Publicado em Integração Psico-Espiritual

Martírio: no profundo ou à flor da pele?

A essência do martírio, que quer dizer testemunho, vamos fundamentalmente buscá-la às palavras e aos gestos de Jesus, sendo a sua entrega na cruz o maior exemplo.

As palavras «Aquele que conservar a vida para si, há-de perdê-la; aquele que perder a sua vida por causa de mim, há-de salvá-la» (Mt 10,39) sugerem-nos atitudes de fornte a acontecimentos ou então um estilo de vida, ou seja, uma forma de organizar a vida, que condiga com aquela dinâmica de “perder a vida” por Jesus.

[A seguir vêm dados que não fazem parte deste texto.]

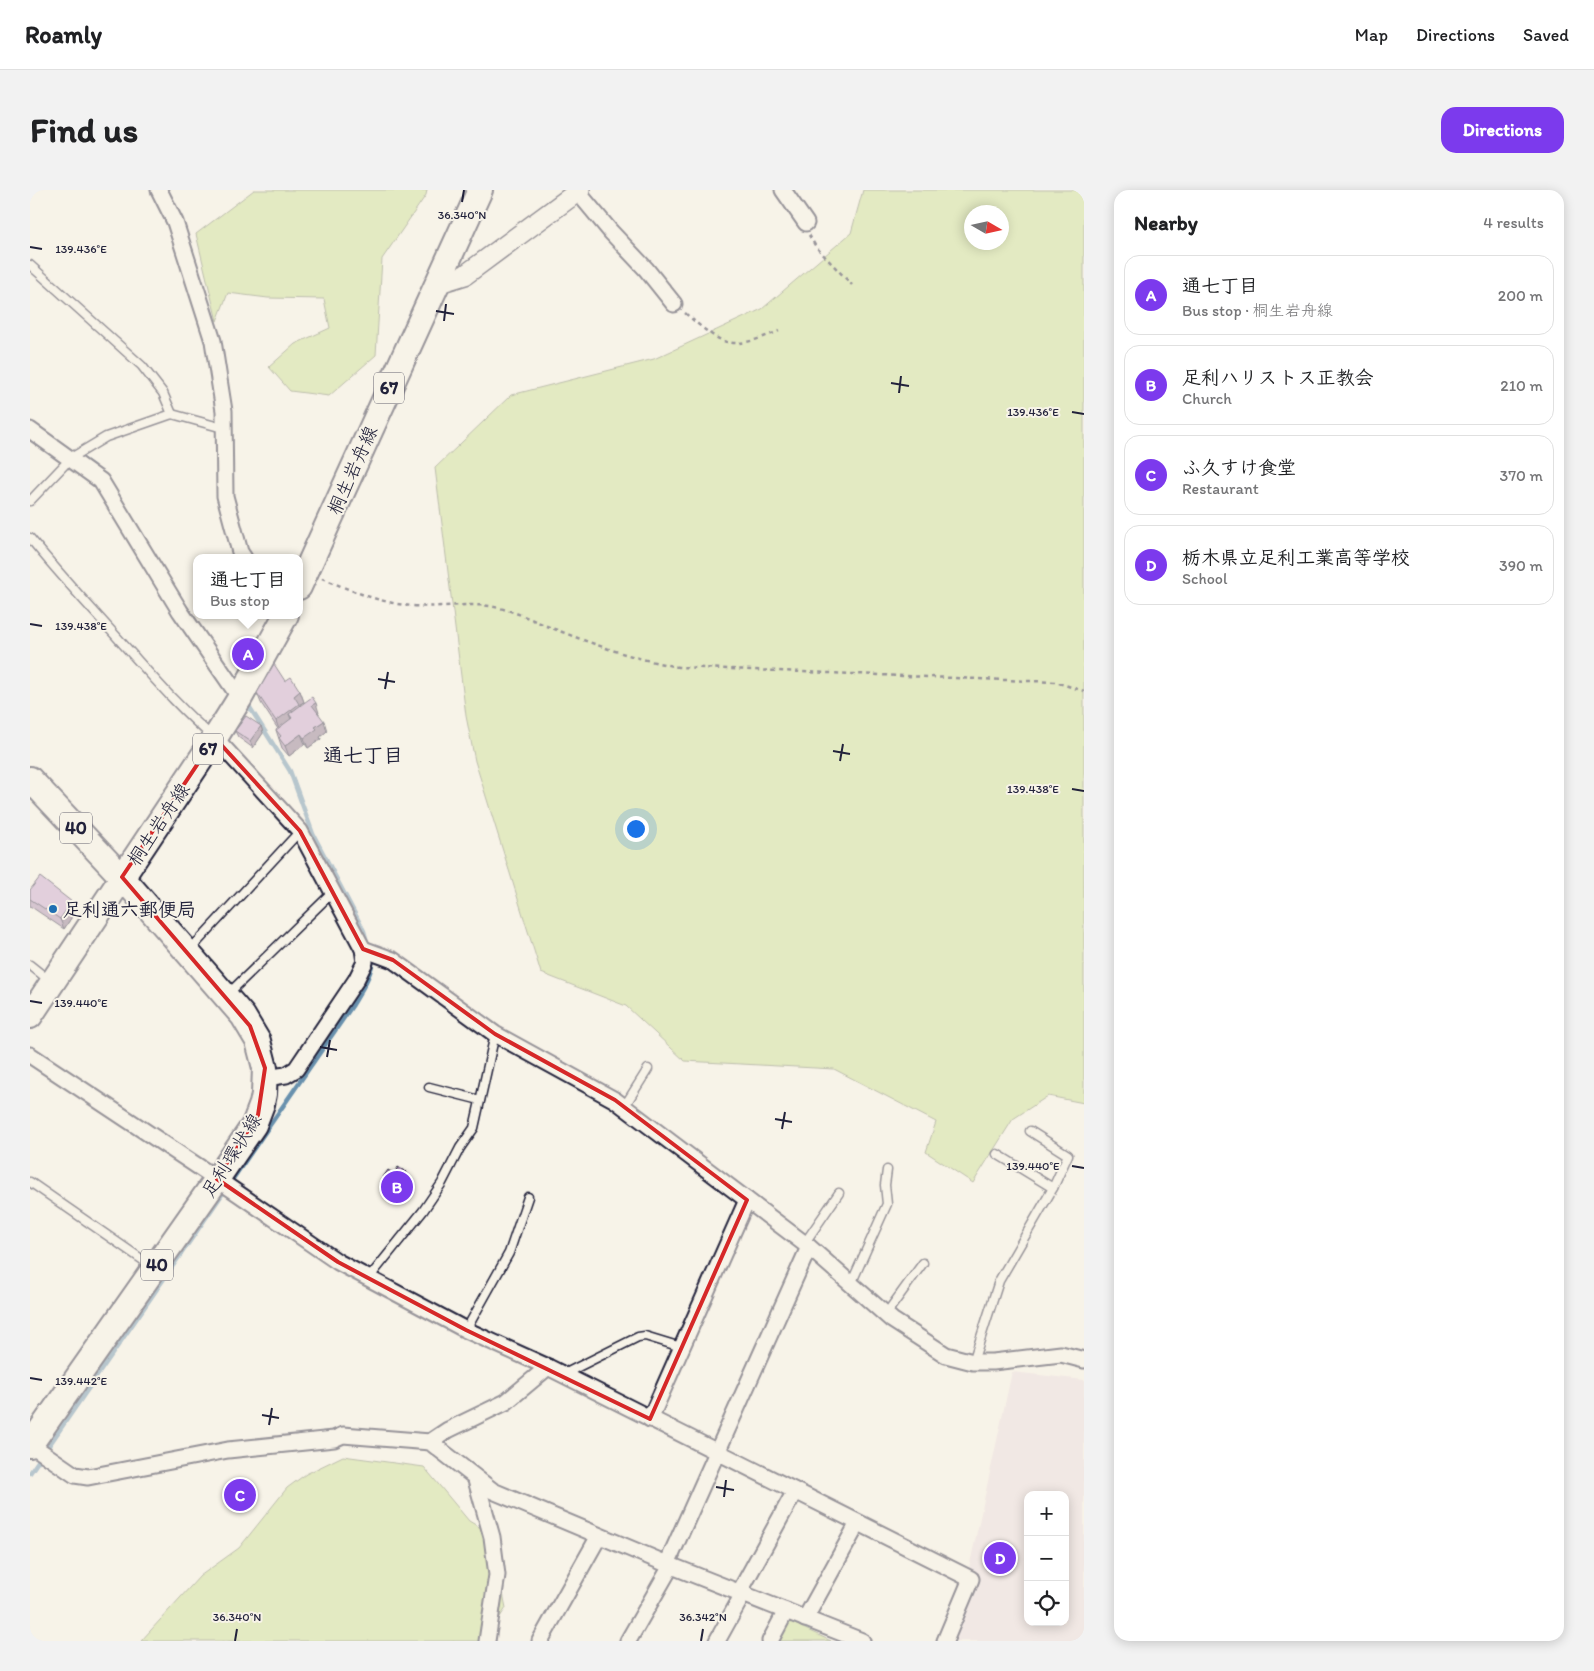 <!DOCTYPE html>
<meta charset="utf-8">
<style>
:root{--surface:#fff;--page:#f2f2f2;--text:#202124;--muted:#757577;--line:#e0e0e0;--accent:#7c3aed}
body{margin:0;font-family:Itim,"Klee One",sans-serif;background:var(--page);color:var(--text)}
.controls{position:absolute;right:15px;bottom:15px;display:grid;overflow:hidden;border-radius:10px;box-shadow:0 2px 12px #0003}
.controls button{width:45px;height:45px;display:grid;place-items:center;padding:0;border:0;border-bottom:1px solid var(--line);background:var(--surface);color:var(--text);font:25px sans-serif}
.compass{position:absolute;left:934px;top:15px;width:45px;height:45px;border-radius:50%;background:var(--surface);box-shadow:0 2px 12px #0003;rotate:99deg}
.you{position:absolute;left:605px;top:638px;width:18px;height:18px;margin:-12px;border:4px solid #fff;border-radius:50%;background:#1a73e8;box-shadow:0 0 0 8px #1a73e833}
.badge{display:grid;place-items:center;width:32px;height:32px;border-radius:50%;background:var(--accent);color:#fff;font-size:16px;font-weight:700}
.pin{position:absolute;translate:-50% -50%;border:2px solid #fff;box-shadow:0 1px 5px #0006}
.popup{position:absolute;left:163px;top:364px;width:110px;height:65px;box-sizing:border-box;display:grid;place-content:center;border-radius:10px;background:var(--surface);filter:drop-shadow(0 1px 4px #0005);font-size:16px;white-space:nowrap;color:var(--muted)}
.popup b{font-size:19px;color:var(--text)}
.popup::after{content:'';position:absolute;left:50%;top:100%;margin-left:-10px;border:10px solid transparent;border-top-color:var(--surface)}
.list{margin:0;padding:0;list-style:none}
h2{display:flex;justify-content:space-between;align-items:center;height:65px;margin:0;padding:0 20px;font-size:21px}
h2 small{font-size:16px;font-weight:400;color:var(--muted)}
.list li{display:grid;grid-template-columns:32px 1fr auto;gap:15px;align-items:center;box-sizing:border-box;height:80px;margin:0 10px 10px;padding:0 10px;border:1px solid var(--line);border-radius:15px}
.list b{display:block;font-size:19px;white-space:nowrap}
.list p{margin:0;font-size:16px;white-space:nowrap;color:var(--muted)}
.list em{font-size:16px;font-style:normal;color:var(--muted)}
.icon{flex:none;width:28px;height:28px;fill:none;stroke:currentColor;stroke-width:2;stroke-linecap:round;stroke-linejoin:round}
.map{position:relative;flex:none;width:1054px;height:1451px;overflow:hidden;border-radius:15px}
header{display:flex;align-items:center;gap:30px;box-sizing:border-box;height:70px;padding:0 25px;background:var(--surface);border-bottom:1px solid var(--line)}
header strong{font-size:24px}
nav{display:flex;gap:28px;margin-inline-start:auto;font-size:18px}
.intro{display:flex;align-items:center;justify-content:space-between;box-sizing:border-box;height:120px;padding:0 30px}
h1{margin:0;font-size:35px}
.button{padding:12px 22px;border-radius:15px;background:var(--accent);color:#fff;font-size:18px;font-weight:700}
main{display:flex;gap:30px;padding:0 30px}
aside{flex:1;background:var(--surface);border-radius:15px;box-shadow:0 2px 12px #0003}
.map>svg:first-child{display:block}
.built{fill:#e9dce0;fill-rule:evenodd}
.green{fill:#cadf94;stroke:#768068;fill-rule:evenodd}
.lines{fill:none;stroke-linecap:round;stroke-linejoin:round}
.stream{stroke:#6890ad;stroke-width:4.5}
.service-casing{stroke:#22223b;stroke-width:11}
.minor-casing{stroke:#22223b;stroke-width:19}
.tertiary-casing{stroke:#22223b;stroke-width:22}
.primary-casing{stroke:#22223b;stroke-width:28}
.path{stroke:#22223b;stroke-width:2.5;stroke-dasharray:4 4;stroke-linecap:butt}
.service{stroke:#f7f3e8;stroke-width:8}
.minor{stroke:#f7f3e8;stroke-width:15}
.tertiary{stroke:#f7f3e8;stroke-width:19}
.primary{stroke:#f7f3e8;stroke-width:24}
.wall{fill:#ac8eb2;stroke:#22223b}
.shaded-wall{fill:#8c7491;stroke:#22223b}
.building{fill:#c8a5cf;stroke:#22223b}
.marked{fill:none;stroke:#d62828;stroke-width:4;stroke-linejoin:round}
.ticks{fill:none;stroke:#22223b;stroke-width:2}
.poi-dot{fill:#1f6fb2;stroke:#f7f3e8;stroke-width:2}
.labels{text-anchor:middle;stroke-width:4;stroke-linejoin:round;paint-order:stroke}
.shield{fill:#f7f3e8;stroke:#62616f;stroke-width:1}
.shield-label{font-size:18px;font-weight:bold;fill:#22223b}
.street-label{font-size:19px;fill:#22223b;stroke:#f7f3e8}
.poi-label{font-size:19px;font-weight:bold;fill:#22223b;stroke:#f7f3e8;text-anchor:start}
.neighbourhood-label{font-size:20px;font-weight:bold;fill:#22223b;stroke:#f7f3e8}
.ticks-label{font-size:12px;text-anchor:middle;fill:#22223b;stroke:#f7f3e8;stroke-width:4;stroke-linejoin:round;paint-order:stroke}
</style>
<header>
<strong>Roamly</strong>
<nav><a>Map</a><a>Directions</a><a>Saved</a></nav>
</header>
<div class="intro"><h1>Find us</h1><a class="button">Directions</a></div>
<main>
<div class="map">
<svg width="1054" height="1451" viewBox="0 0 1054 1451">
<rect width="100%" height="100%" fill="#f7f3e8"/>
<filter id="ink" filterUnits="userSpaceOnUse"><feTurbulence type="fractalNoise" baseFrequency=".02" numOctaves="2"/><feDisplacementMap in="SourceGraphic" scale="10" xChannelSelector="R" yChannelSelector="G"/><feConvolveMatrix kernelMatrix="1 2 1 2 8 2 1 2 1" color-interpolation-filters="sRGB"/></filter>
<g filter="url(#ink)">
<!-- built -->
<path class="built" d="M982 1182 1054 1190V1451H923ZM998 1305H1035V1432H998Z"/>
<!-- green -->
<g class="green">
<polygon points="224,0 397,0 396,5 352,69 346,165 299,206 260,201 239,177 265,154 300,138 294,109 238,108 198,103 187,131 166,44"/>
<path d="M833 0H1054V913L1018 906 983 929 943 993 896 962 906 932 804 879 655 871 596 816 511 783 445 571 436 526 405 278 481 205 624 169 732 119 821 43ZM972 22V52H942V22Z"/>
<polygon points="313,1266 394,1277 439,1331 461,1344 476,1418 454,1451 111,1451 170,1386 209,1358 257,1298 276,1284"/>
<polygon points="758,1431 801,1451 747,1451"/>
</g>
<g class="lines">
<!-- stream -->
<g class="stream">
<polyline points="47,265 63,276"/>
<polyline points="217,513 260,581 283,644 334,741 338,755"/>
<path d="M0 1283 322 816C329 804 346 779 342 765"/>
</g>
<!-- service casing -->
<g class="service-casing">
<g id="service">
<polyline points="0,75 112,176 133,203 142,224"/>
<polyline points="0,311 41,268 76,247 142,224 193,238"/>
<path d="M0 348C29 384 62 419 93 454 122 486 150 519 183 547"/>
<polyline points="159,761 270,641"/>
<polyline points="0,775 20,791"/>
<polyline points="198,804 303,702"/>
<polyline points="399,897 450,910"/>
<polyline points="594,917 618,879"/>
<polyline points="967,964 1023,998"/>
<polyline points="0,992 123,1077"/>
<polyline points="774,1054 809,1003"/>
<polyline points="339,1088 393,1021 412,993 430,958 444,938 465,844"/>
<polyline points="821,1094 857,1014 855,995 857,980"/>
<polyline points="856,1124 893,1073"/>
<polyline points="436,1140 479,1063 498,1007"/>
<polyline points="943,1172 969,1091 1023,998 1038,965 1000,941"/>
<polyline points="534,1184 608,1147 615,1146 651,1157"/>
</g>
</g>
<!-- minor casing -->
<g class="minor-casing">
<g id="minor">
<polyline points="129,0 145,32 183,151 194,221 195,306 210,362 214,368"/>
<polyline points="753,0 776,33"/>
<polyline points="547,1 581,42 616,79 644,114"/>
<polyline points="0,240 71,291 150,421 210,508"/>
<polyline points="185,548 270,641 333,759 335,772 326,790 266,879 256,885 235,888"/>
<polyline points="333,759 363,770 465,844 585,910 779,1057 862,1130 916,1165 943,1172 963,1172 1031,1164 1054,1170"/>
<polyline points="0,865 187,989 308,1072 436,1140 518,1177 941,1389 915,1451"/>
<polyline points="620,1229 717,1010"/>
<polyline points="400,1252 418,1240 476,1212 518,1177"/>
<polyline points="0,1254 45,1285 58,1287 198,1260 304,1249 313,1245 400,1252 463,1301 637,1374 832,1451"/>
<polyline points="446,1290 462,1347 467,1385 457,1451"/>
<polyline points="637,1374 779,1057"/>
<polyline points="709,1403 765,1301"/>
<polyline points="775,1429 828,1333"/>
<polyline points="510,1451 569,1346"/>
<polyline points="598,1451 641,1376"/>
<polyline points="687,1451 713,1404"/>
<polyline points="740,1451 756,1421"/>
</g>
</g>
<!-- tertiary casing -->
<g class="tertiary-casing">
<polyline id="tertiary" points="406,94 435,85 550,0"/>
</g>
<!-- primary casing -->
<g class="primary-casing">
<g id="primary">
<polyline points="269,397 450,0"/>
<polyline points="0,589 92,687 213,826 228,851 235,878 234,904 232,914 224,935 187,989 0,1255"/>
<polyline points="0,826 185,548 210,508 256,425"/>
</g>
</g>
<!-- path -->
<g class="path">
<polyline points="779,45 786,57 822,95"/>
<path d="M655 123C694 157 700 161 749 141"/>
<path d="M292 388C322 401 350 413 383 416 408 418 434 413 459 416 482 419 506 432 527 440 568 456 605 469 648 477L1025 492 1054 501"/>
</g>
<!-- service -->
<use href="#service" class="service"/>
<!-- minor -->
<use href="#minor" class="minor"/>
<!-- tertiary -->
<use href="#tertiary" class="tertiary"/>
<!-- primary -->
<use href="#primary" class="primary"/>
</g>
<!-- wall -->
<g class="wall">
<polygon points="255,491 270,501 274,512 270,514 270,516 289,523 288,524 297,541 290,547 291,549 278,558 275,554 259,566 252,558 246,540 248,539 231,513 227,503"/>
<polygon points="231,536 233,543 223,558 208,547 205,541"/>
<polygon points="0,700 42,712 45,722 34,739 0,716"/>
<polygon points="376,982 378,989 376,991 380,999 374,1007 368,1003 364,1010 357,1006 355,1000 356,997 355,996 352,989 364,984"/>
</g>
<!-- shaded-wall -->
<g class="shaded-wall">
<polygon points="270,501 274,512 270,514 273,524 262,528 259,524 262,532 250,542 246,531 264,506"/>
<polygon points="286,513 289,523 286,526 282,515"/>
<polygon points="294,531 297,541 290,547 291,549 278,558 274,548 285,537"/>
<polygon points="231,536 233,543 223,558 220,551"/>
<polygon points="271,544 275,554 259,566 255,556"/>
<polygon points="42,712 45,722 34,739 30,729"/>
<polygon points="376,982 378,989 374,995 371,988"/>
<polygon points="377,992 380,999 374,1007 372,1000"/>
<polygon points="366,997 368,1003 364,1010 361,1004"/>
</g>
<!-- building -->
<g class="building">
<polygon points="244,474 255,491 261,487 270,501 264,506 269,514 246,531 227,503"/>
<polygon points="282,507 286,513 282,515 294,531 285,537 287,539 274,548 271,544 255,556 249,548 251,546 246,540 262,528 259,524"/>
<polygon points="216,526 231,536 220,551 205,541"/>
<polygon points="10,687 42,712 30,729 0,709 0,700"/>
<polygon points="368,977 376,982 371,988 377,992 372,1000 366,997 361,1004 355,1000 359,993 352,989 358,980 364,984"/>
</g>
</g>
<!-- marked area -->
<path d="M0 0H1054V1451H0ZM185 548 270 641 333 759 363 770 465 844 585 910 717 1010 620 1229 436 1140 308 1072 187 989 228 925 235 878 220 836 92 687Z" fill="#f7f3e8" fill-opacity=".55" fill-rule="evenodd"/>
<path class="marked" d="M185 548 270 641 333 759 363 770 465 844 585 910 717 1010 620 1229 436 1140 308 1072 187 989 228 925 235 878 220 836 92 687Z"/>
<!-- ticks -->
<path class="ticks" d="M432 12 434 0M0 57 12 59M406 121 424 124M414 131 416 114M861 193 879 196M869 203 871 186M1042 222 1054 224M0 434 12 436M348 489 365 492M355 499 358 482M803 561 820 564M810 571 813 554M1042 599 1054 601M0 811 12 813M290 857 307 860M297 867 300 850M745 929 762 932M752 939 755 922M1042 976 1054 978M0 1188 12 1190M232 1225 249 1228M239 1235 242 1218M686 1297 704 1300M694 1307 696 1290M205 1451 207 1439M671 1451 673 1439"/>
<!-- markers -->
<circle class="poi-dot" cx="23" cy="719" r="5"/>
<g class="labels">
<!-- shield labels -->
<g class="shield">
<rect x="344" y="182.5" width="30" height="31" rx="4"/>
<rect x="163" y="543.5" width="30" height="31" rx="4"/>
<rect x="30" y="622.5" width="32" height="31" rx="4"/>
<rect x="111" y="1059.5" width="32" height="31" rx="4"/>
</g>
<g class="shield-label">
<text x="359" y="204">67</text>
<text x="178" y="565">67</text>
<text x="46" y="644">40</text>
<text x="127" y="1081">40</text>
</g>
<!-- street labels -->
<g class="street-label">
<text transform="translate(322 280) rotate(-66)" y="7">桐生岩舟線</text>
<text transform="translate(128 634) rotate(-56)" y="7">桐生岩舟線</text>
<text transform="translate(201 965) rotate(-58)" y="7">足利環状線</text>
</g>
<!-- poi labels -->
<g class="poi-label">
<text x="33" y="726">足利通六郵便局</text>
</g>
<!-- neighbourhood labels -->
<g class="neighbourhood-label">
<text x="333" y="572">通七丁目</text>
</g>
</g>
<g class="ticks-label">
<text x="432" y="29">36.340°N</text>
<text x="51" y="63">139.436°E</text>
<text x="1003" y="226">139.436°E</text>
<text x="51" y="440">139.438°E</text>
<text x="1003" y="603">139.438°E</text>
<text x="51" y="817">139.440°E</text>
<text x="1003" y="980">139.440°E</text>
<text x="51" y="1195">139.442°E</text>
<text x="207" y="1431">36.340°N</text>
<text x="673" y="1431">36.342°N</text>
</g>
</svg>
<div class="controls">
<button>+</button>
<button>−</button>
<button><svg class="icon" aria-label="locate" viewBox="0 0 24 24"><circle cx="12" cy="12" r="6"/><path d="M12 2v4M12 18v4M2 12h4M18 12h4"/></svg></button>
</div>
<svg class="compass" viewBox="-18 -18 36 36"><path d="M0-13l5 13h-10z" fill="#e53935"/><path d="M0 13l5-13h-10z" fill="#757577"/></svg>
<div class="you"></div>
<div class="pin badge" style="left:218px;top:464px">A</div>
<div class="popup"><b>通七丁目</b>Bus stop</div>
<div class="pin badge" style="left:367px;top:997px">B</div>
<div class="pin badge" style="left:210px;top:1305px">C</div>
<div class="pin badge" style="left:970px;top:1368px">D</div>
</div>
<aside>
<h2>Nearby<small>4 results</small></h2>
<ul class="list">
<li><span class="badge">A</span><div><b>通七丁目</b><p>Bus stop · 桐生岩舟線</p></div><em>200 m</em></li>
<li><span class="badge">B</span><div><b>足利ハリストス正教会</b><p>Church</p></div><em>210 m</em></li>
<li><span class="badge">C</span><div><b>ふ久すけ食堂</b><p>Restaurant</p></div><em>370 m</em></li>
<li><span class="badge">D</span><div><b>栃木県立足利工業高等学校</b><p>School</p></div><em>390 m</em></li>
</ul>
</aside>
</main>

Tendo em conta que todo o sujeito age não só em conformidade com o que a instituição familiar e social (incluindo eclesial!) mas também em influenciado com as primeiras experiências da vida (sobretudo a infância) que lhe levam uma carga poderosa de energias positivas e negativas, poderíamos perguntar e tentar a resposta:

Será aquela proposta do martírio cristão um testemunho só a ser visível para que seja testemunho imimediato e mediatizado, ou um esforço em conhecer aquelas energias e assumi-las, valorizá-las ou purificá-las (reconciliando-se com elas) para as pôr ao serviço de um estilo de vida evangélico?

Para uma grande pergunta, uma grande resposta: «Um sinal seguramente claro que indique um verdadeiro progresso, uma verdadeira maturação do Eu é, pois, o seguinte. O sujeito, identificando-se sempre mais com qualquer coisa maior do que a sua própria vida, torna-se mais disponível a perder a própria vida, sem perder – traindo o valor – a própria dignidade» (A. RAVAGLIOLI, Psicologia. Studio interdisciplinare della personalità, p. 95).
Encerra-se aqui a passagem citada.